Search the records below for the word "Mukaleng", then return every line where it appears.

Data for review:

__________

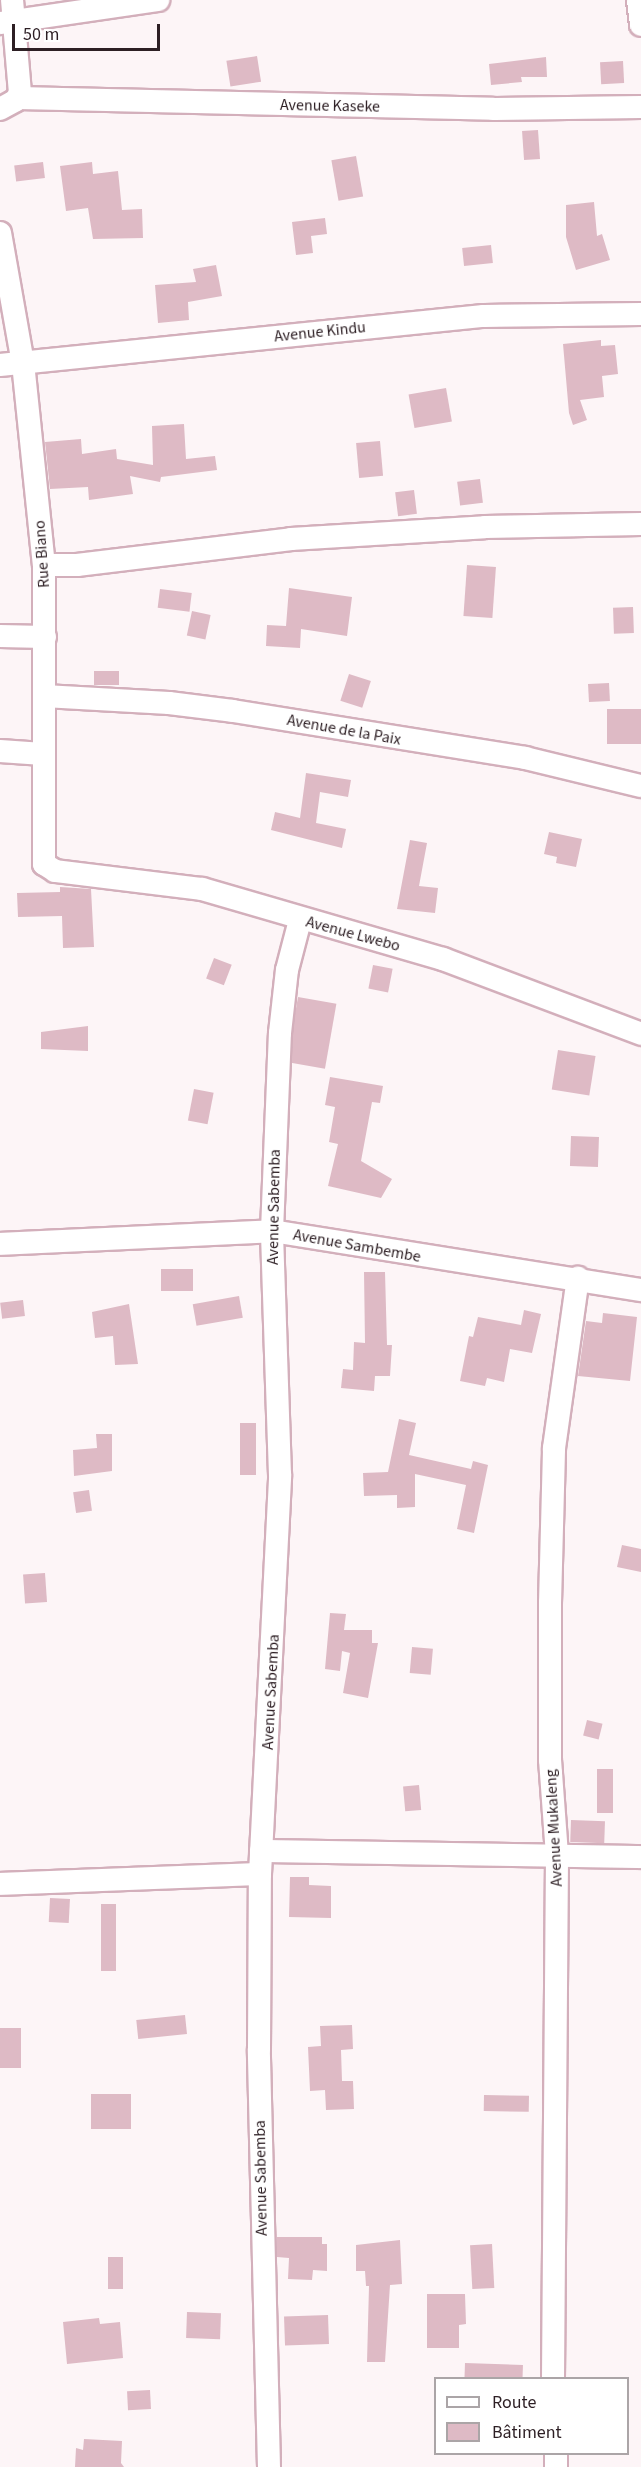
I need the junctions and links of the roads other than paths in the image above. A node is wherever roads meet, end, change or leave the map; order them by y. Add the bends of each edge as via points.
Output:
1 (158, 0) edge
2 (638, 0) edge
3 (8, 15) edge
4 (641, 25) edge
5 (9, 103) edge
6 (641, 107) edge
7 (0, 233) edge
8 (641, 314) edge
9 (23, 363) junction
10 (0, 365) edge
11 (641, 524) edge
12 (44, 565) junction
13 (0, 636) edge
14 (45, 637) junction
15 (44, 696) junction
16 (0, 752) edge
17 (44, 754) junction
18 (641, 786) edge
19 (55, 872) joint
20 (300, 920) junction
21 (641, 1034) edge
22 (272, 1231) junction
23 (0, 1244) edge
24 (578, 1278) junction
25 (641, 1290) edge
26 (261, 1851) junction
27 (557, 1855) junction
28 (641, 1857) edge
29 (260, 1874) junction
30 (0, 1884) edge
31 (554, 2377) edge
32 (269, 2467) edge

1 - 3 street
2 - 4 street
3 - 5 street
5 - 6 street, Avenue Kaseke via 482,109
7 - 9 street, Rue Biano
8 - 9 street, Avenue Kindu via 484,316
9 - 10 street, Avenue Kindu
9 - 12 street, Rue Biano
11 - 12 street via 485,526 291,539 77,565
12 - 14 street, Rue Biano
13 - 14 street
14 - 15 street, Rue Biano
15 - 17 street, Rue Biano
15 - 18 street, Avenue de la Paix via 169,703 244,713 525,758
16 - 17 street
17 - 19 street, Rue Biano via 41,855 44,864
19 - 20 street, Avenue Lwebo via 182,884
20 - 21 street, Avenue Lwebo via 443,959
20 - 22 street, Avenue Sabemba via 287,970 280,1033
22 - 23 street, Avenue Sambembe
22 - 24 street, Avenue Sambembe
22 - 26 street, Avenue Sabemba via 280,1475
24 - 25 street, Avenue Sambembe
24 - 27 street, Avenue Mukaleng via 561,1391 552,1491 550,1760
26 - 27 street
26 - 29 street, Avenue Sabemba
27 - 28 street
27 - 31 street, Avenue Mukaleng
29 - 30 street
29 - 32 street, Avenue Sabemba via 259,2049

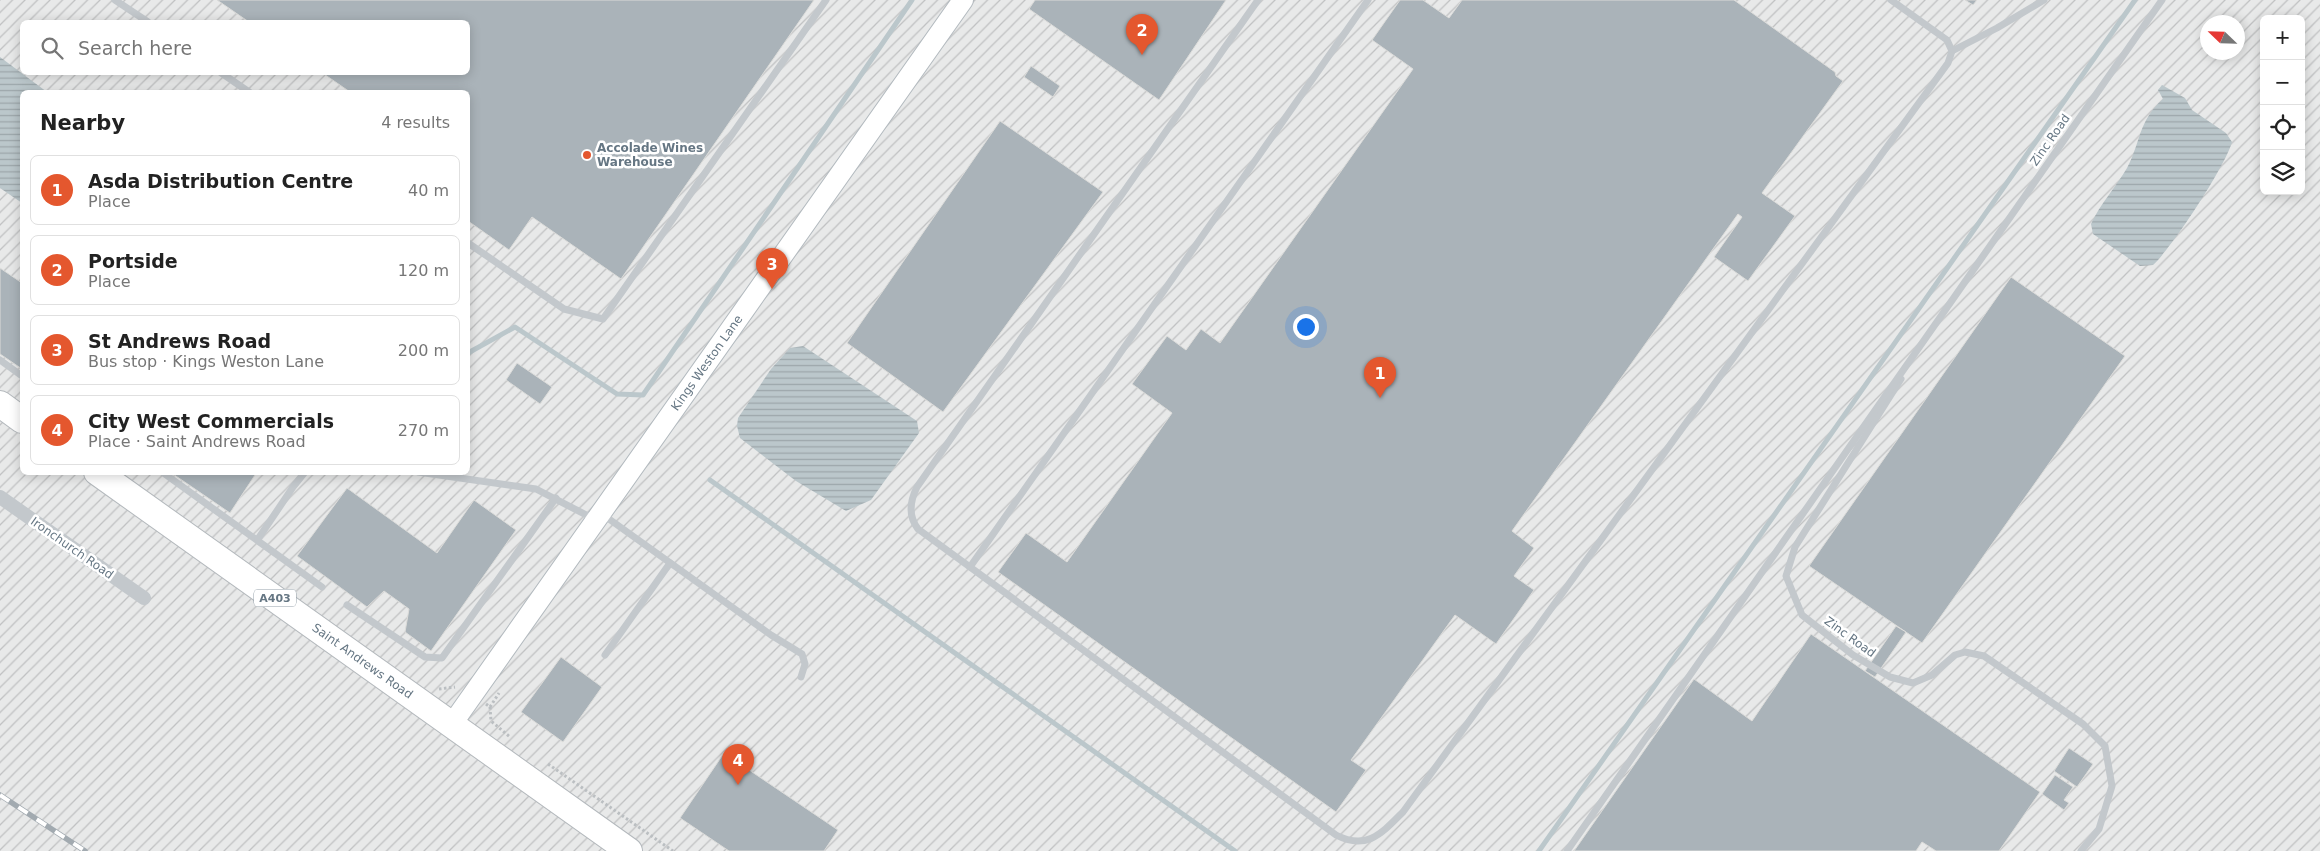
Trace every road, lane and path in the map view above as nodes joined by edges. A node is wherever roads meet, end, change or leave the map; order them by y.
1 (115, 0) edge
2 (826, 0) edge
3 (963, 0) edge
4 (1258, 0) edge
5 (1368, 0) edge
6 (1891, 0) edge
7 (2044, 0) edge
8 (2162, 0) edge
9 (145, 20) edge
10 (1952, 51) junction
11 (224, 75) edge
12 (246, 90) edge
13 (470, 244) edge
14 (1956, 292) junction
15 (0, 360) edge
16 (20, 375) edge
17 (0, 404) edge
18 (20, 419) edge
19 (101, 475) edge
20 (166, 475) edge
21 (303, 475) edge
22 (439, 475) edge
23 (0, 497) edge
24 (556, 498) junction
25 (599, 517) junction
26 (258, 539) junction
27 (670, 563) junction
28 (970, 567) junction
29 (322, 587) dead end
30 (144, 598) dead end
31 (348, 605) dead end
32 (605, 654) dead end
33 (801, 677) dead end
34 (434, 685) dead end
35 (473, 695) junction
36 (452, 724) junction
37 (511, 738) dead end
38 (543, 761) dead end
39 (629, 851) edge
40 (673, 851) edge
41 (1567, 851) edge
42 (2081, 851) edge

1 - 9 lane
2 - 13 lane
3 - 25 street, Kings Weston Lane
4 - 28 lane
5 - 28 lane
6 - 10 lane
7 - 10 lane
8 - 14 lane, Zinc Road
10 - 28 lane
11 - 12 lane
14 - 41 lane, Zinc Road
14 - 42 lane, Zinc Road
15 - 16 lane
17 - 18 highway
19 - 36 highway, Saint Andrews Road / A403
20 - 26 lane
21 - 26 lane
22 - 24 lane
23 - 30 street, Ironchurch Road
24 - 25 lane
24 - 31 lane
25 - 27 lane
25 - 35 street, Kings Weston Lane
26 - 29 lane
27 - 32 lane
27 - 33 lane
34 - 35 path
35 - 36 street, Kings Weston Lane
35 - 37 path
36 - 39 highway, Saint Andrews Road / A403
38 - 40 path

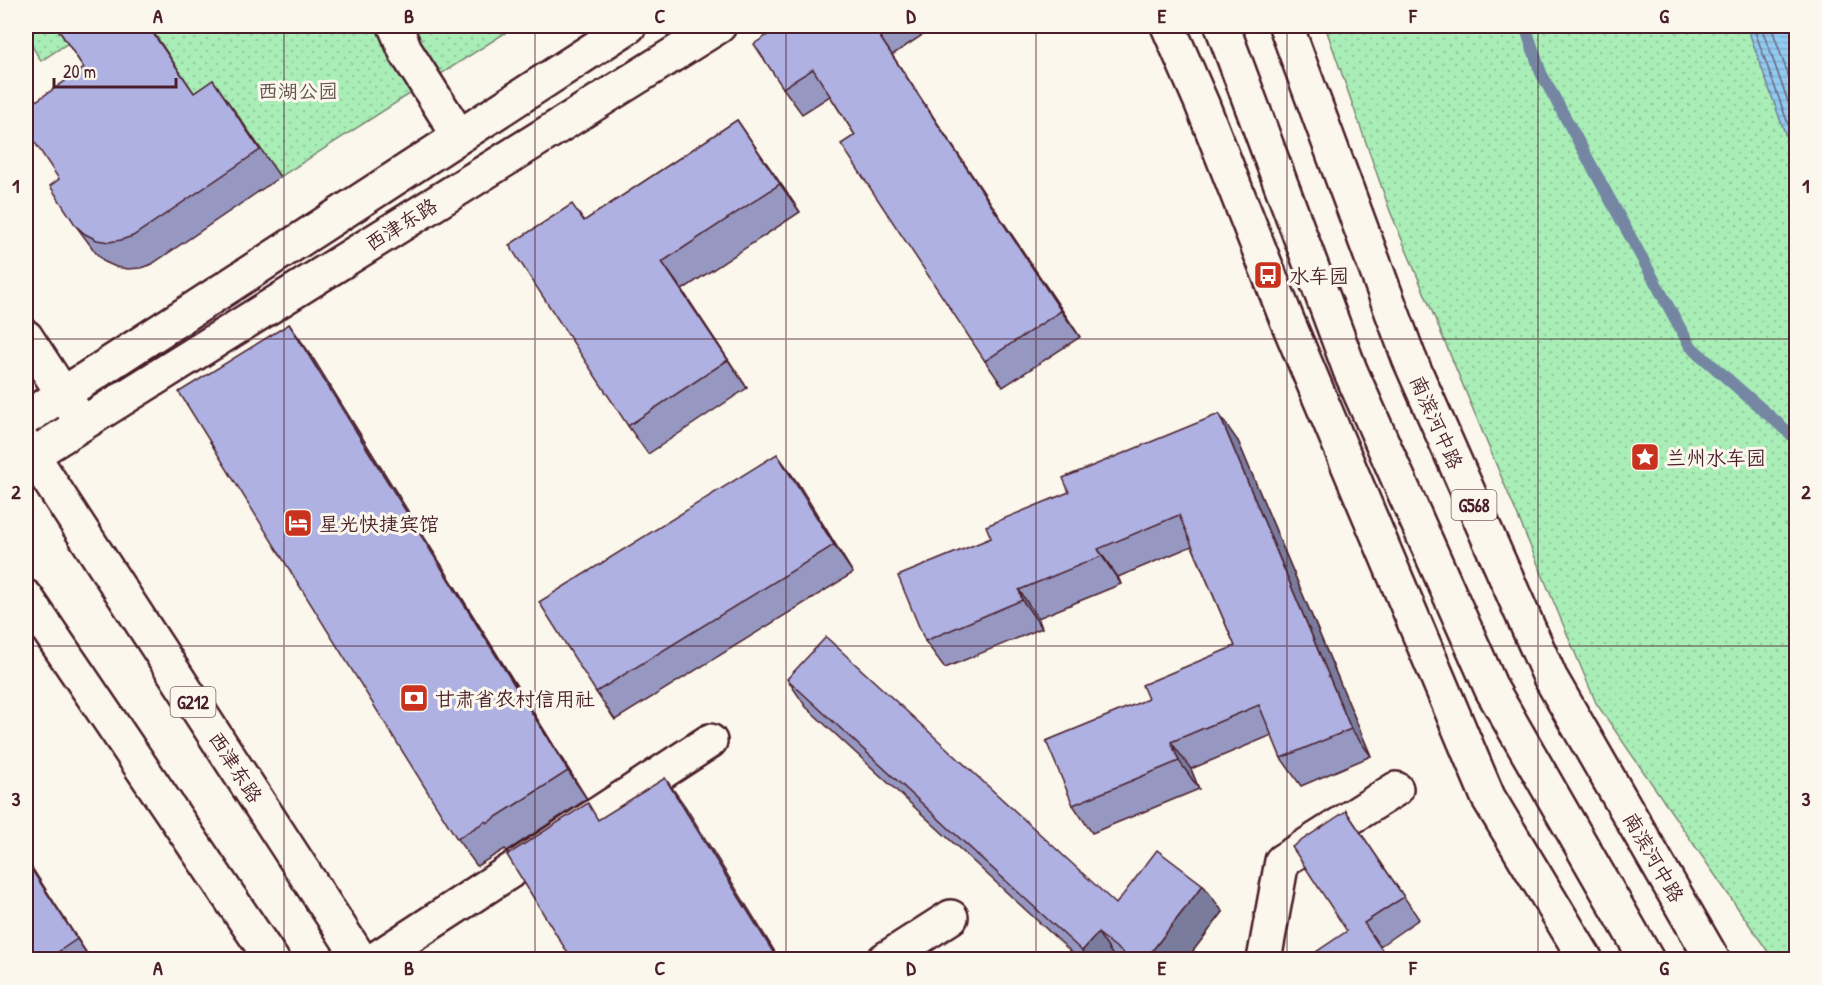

__________

Reply to the task:
24 - 27 street, Avenue Mukaleng via 561,1391 552,1491 550,1760
27 - 31 street, Avenue Mukaleng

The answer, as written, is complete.